Indicators of Compromise in DNS Logs

September 27, 2017 No Comments

Featured article by Teri Radichel, Director of Security Strategy & Research, WatchGuard Technologies

Do you monitor your DNS logs? If not, you may be missing important clues about cyber attacks on your network. I recently attended SANS Network Security 2017 and watched a presentation by Seth Misenar on what he calls “actionable detects” in DNS logs. Security teams can use these indicators to prevent and detect security problems.

DNS is one of those network services that IT teams tend to set up and forget about unless it’s broken, according to Misenar. Attackers like DNS because it is a service at the edge of the network that allows outbound access from internal, protected hosts. Although you prevent direct access to protected hosts inside your network, DNS offers a conduit between the internal protected network and external untrusted networks.

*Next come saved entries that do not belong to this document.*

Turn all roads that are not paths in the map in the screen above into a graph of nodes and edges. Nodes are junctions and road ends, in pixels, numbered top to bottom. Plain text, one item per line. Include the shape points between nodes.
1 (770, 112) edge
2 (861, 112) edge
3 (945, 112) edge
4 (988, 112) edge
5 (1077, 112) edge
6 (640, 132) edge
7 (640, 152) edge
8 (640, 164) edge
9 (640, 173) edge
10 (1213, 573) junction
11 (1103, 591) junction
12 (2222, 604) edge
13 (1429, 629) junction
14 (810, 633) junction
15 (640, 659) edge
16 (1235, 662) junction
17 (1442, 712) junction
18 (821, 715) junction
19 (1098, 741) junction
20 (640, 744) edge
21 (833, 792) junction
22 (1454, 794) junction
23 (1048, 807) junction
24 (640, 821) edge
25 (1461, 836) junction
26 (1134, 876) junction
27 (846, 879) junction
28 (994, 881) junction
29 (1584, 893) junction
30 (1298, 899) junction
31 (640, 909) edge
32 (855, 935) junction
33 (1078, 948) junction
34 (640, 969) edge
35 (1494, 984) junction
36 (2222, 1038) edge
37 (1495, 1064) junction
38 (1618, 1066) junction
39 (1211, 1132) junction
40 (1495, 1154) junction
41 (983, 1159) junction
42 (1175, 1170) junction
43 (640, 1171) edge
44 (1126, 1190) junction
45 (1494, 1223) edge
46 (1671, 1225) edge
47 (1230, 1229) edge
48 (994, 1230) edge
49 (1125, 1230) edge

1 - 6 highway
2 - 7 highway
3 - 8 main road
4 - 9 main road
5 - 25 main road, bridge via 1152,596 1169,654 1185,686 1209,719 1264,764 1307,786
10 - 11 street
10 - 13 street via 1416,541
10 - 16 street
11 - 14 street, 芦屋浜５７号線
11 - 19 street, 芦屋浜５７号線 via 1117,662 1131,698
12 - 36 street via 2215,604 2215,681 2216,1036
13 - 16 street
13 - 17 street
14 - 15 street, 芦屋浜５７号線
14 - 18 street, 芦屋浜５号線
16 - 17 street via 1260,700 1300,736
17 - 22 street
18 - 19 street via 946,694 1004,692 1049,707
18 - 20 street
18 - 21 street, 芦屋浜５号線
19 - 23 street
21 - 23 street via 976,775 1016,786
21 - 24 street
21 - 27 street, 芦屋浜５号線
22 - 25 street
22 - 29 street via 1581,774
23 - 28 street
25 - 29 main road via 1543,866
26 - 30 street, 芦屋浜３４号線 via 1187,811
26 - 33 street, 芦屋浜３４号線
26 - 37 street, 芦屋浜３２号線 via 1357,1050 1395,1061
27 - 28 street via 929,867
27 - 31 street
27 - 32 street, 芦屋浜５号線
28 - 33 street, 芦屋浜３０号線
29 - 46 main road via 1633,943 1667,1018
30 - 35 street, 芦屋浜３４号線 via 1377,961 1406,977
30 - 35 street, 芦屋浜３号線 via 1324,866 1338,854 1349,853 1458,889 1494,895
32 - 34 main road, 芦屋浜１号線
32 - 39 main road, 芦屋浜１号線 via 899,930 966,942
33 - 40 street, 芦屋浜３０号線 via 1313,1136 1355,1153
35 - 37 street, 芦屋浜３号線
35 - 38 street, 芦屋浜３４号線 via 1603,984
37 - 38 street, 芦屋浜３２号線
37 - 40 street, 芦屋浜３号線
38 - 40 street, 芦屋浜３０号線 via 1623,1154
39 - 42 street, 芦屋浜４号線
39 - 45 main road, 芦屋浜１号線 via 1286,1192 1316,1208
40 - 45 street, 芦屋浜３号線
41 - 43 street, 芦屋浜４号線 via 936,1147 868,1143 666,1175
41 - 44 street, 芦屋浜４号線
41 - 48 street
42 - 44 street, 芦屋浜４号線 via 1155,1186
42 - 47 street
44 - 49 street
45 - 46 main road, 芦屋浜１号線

Most services and hosts on a network need the ability to resolve domain names to an IP address. If an attacker can breach a DNS server, they may have access to a network that is open between it and all other hosts on the network. Additionally, malware on an infected machine inside the network may be able to leverage the DNS server to reach the Internet. According to Misenar, some of the ways an attack may use DNS traffic include command and control, tunneling and data exfiltration.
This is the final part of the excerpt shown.